PROBLEM REQUIREMENTS =>
Go through the records below and show every line with the string "Luci".

(Dataset entries)
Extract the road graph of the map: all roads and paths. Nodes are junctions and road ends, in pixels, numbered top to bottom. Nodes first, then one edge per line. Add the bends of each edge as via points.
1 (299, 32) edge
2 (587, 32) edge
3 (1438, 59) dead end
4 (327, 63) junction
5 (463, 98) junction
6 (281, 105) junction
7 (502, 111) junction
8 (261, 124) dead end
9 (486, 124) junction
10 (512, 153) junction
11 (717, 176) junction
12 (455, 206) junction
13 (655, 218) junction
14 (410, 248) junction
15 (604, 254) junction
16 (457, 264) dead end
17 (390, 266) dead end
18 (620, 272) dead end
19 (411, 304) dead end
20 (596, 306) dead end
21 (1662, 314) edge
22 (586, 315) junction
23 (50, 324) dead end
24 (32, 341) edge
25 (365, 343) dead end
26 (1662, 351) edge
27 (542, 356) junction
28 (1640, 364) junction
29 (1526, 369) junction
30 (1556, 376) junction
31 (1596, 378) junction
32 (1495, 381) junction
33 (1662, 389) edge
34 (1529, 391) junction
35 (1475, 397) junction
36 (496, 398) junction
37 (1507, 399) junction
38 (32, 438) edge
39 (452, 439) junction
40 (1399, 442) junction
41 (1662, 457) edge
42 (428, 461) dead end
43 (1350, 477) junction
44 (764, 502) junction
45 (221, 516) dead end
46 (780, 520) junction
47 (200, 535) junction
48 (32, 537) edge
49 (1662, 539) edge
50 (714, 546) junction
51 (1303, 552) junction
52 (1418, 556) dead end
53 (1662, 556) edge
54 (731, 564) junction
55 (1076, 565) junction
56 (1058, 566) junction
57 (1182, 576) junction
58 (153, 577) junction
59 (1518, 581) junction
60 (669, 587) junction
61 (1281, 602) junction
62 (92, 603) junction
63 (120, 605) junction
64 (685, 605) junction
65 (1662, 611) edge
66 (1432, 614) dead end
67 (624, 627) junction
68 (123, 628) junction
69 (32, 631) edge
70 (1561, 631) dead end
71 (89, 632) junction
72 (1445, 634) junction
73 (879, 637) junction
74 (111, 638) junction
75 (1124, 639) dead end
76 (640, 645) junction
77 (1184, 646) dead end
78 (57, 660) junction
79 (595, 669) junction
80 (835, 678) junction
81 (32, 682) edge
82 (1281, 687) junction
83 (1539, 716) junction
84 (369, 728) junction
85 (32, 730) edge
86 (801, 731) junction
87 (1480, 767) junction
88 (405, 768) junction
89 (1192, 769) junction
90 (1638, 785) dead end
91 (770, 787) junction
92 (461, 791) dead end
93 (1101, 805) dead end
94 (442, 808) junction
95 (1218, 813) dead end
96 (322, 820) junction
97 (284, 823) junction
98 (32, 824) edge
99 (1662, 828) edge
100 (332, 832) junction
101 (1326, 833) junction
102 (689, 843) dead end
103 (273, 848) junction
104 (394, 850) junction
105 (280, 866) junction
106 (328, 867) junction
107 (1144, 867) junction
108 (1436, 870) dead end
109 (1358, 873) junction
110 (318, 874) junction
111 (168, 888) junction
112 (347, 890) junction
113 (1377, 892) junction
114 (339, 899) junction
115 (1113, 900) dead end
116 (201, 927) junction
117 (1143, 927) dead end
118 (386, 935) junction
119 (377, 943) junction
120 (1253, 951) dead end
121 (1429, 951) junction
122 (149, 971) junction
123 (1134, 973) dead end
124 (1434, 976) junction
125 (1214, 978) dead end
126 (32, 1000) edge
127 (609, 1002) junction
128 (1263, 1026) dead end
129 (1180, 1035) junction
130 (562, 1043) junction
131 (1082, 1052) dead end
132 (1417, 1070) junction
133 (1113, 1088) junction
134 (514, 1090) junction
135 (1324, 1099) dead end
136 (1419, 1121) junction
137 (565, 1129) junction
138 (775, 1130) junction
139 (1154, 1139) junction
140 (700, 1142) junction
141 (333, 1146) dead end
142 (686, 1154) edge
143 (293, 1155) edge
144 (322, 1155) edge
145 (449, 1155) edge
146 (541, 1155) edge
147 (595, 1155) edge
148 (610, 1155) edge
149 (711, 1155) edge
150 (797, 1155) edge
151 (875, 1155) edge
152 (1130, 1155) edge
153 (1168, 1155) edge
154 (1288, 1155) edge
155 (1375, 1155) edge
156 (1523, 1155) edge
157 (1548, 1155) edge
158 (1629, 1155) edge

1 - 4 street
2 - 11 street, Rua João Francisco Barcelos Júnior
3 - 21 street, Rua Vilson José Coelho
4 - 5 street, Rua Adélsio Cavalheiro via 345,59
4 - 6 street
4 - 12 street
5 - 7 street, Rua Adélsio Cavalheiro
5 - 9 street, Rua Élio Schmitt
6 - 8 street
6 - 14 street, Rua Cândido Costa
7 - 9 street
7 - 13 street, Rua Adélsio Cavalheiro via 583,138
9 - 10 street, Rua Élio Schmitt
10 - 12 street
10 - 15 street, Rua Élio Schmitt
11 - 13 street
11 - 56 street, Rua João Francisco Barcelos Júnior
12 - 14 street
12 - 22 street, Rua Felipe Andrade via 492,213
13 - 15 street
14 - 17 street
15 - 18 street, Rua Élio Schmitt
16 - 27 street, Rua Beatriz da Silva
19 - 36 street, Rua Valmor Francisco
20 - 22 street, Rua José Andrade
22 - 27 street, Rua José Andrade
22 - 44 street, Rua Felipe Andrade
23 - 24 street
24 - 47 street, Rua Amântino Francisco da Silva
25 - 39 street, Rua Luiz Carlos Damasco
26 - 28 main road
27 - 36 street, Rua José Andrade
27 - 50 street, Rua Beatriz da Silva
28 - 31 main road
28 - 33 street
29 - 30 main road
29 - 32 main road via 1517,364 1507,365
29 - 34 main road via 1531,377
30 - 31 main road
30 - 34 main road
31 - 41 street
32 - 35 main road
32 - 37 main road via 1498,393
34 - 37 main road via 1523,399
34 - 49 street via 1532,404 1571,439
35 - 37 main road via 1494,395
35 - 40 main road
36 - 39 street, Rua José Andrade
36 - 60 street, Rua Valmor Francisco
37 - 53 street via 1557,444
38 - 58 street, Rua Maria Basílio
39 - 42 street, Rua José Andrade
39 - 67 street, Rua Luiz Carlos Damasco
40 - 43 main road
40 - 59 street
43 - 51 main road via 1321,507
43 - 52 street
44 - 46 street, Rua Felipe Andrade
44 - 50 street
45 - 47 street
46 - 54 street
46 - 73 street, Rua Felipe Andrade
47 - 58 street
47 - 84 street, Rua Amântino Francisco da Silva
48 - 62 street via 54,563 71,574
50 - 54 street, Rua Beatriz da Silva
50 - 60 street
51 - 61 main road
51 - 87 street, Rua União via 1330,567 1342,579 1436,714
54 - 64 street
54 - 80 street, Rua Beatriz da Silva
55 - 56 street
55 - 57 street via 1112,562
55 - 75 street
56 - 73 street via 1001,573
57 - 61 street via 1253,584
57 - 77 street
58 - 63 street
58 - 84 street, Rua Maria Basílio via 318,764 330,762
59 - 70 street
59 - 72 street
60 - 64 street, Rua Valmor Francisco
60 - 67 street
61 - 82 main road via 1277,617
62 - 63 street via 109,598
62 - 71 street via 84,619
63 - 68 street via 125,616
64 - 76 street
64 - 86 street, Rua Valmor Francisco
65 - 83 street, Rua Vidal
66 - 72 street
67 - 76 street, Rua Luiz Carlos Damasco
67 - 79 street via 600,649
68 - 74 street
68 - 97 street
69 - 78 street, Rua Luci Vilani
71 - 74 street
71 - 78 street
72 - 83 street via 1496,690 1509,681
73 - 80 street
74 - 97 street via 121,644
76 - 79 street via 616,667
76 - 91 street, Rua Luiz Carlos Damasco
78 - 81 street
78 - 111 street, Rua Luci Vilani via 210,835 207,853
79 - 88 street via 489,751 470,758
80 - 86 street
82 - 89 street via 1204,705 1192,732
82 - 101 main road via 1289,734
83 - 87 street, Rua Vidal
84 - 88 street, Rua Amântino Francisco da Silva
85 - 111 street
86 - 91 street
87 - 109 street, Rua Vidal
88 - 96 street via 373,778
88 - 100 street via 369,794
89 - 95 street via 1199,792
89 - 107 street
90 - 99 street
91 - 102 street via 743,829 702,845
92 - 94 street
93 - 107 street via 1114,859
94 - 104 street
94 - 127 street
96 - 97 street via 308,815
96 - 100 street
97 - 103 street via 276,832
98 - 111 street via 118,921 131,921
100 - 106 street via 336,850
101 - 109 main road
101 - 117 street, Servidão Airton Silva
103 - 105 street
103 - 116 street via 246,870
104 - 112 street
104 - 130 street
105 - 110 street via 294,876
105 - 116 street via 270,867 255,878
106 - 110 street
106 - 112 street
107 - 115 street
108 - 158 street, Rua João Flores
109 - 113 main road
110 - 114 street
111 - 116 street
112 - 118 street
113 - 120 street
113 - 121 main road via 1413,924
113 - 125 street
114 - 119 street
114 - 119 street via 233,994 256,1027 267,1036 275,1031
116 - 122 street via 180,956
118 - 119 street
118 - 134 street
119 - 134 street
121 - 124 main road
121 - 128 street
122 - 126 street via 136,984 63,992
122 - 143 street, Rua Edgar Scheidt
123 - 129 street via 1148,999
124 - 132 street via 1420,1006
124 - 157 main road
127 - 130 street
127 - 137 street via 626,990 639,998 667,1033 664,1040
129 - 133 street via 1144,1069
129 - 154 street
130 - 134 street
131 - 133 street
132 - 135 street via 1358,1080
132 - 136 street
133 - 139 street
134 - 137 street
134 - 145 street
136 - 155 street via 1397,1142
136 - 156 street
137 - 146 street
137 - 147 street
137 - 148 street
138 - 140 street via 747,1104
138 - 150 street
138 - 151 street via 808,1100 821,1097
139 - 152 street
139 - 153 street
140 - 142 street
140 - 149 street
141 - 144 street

RESPONSE AREA =>
69 - 78 street, Rua Luci Vilani
78 - 111 street, Rua Luci Vilani via 210,835 207,853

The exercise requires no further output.